Altra prova è in Hulk/Banner, questa storia d’autore di Azzarello e Corben (il primo sceneggiatore di fama del fumetto americano, il secondo celebre per il suo Den fantascientifico su «Métal hurlant») in cui Banner, l’alterego di Hulk, mostra (in forma peraltro parossistica, ulteriormente deformata dal segno ironico di Corben) tutta la drammaticità dei suoi sensi di colpa, dei suoi desideri di distruzione e di autodistruzione, tipici dell’età adolescenziale, che il mondo adulto rimuove e mortifica.

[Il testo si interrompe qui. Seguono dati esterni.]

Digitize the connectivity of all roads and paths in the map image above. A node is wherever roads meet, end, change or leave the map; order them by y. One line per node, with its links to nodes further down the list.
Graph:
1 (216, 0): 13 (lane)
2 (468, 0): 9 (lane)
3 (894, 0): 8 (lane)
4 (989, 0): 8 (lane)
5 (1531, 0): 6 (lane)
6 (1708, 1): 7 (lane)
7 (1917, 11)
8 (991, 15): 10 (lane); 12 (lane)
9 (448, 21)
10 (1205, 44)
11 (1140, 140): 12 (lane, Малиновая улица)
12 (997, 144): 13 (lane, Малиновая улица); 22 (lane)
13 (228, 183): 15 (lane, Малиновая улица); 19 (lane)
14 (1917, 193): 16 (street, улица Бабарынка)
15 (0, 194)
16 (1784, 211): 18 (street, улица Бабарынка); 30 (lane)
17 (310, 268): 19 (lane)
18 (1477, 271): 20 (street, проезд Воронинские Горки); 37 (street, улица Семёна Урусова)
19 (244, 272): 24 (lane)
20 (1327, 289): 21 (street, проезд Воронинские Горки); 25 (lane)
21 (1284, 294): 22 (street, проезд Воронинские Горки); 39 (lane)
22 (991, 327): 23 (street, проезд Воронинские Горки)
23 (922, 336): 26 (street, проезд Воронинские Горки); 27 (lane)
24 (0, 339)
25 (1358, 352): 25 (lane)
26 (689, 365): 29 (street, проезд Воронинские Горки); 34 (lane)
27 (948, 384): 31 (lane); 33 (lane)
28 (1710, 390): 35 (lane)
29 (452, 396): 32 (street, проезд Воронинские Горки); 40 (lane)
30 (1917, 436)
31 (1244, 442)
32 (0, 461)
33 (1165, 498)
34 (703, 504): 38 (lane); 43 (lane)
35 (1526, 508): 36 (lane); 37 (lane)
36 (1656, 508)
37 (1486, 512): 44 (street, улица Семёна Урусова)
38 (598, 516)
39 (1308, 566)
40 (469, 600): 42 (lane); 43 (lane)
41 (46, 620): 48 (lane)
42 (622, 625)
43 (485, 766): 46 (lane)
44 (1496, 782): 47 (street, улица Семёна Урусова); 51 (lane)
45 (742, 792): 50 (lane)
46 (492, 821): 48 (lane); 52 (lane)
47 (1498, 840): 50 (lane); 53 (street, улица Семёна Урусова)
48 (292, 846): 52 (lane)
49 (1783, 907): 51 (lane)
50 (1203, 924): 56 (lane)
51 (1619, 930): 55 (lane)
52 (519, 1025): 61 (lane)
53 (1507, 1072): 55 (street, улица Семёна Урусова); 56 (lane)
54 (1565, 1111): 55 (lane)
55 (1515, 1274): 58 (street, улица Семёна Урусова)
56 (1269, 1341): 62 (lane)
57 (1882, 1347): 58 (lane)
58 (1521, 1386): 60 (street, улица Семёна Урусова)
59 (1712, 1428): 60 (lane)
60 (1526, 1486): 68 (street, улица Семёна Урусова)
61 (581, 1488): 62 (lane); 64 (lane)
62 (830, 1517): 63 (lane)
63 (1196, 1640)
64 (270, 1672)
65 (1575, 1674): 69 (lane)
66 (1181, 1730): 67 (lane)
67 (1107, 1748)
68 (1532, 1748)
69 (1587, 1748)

Ancora la storia nel fumetto con Eymerich, l’inquisitore ricreato (sulla base di una vita realmente vissuta) da Valerio Evangelisti in vari romanzi di successo. In questo caso il fumetto non racconta la storia ma la vive, c’è dentro, e nel Medioevo di Evangelisti trova quella dimensione fantastica che supporta così bene. Fumetto che viene dalla letteratura: non è una novità. Ma è del tutto nuova, e anche sorprendente, la divisione della produzione in più pubblicazioni. Eymerich è stato I cristalli di Eymerich, uno speciale di Lazarus Ledd in formato bonelliano (quello di «Tex», per capirci) scritto da Evangelisti insieme al creatore del personaggio Ade Capone (i disegni sono di Arturo Lozzi); poi La furia di Eymerich, un libro in formato appena più piccolo di quello di un comic book, pubblicato da Mondadori e disegnato da Francesco Mattioli; infine una serie di album a colori e di grande formato pensati per il mercato francese, e sceneggiati dall’argentino Jorge Zentner, che si troveranno anche nelle librerie italiane sotto la sigla Edizioni BD. Uno stesso personaggio e storie simili che vengono raccontati con disegni, atmosfere, fogli di carta, colori diversi per un fumetto che moltiplica se stesso e la tipologia dei propri lettori.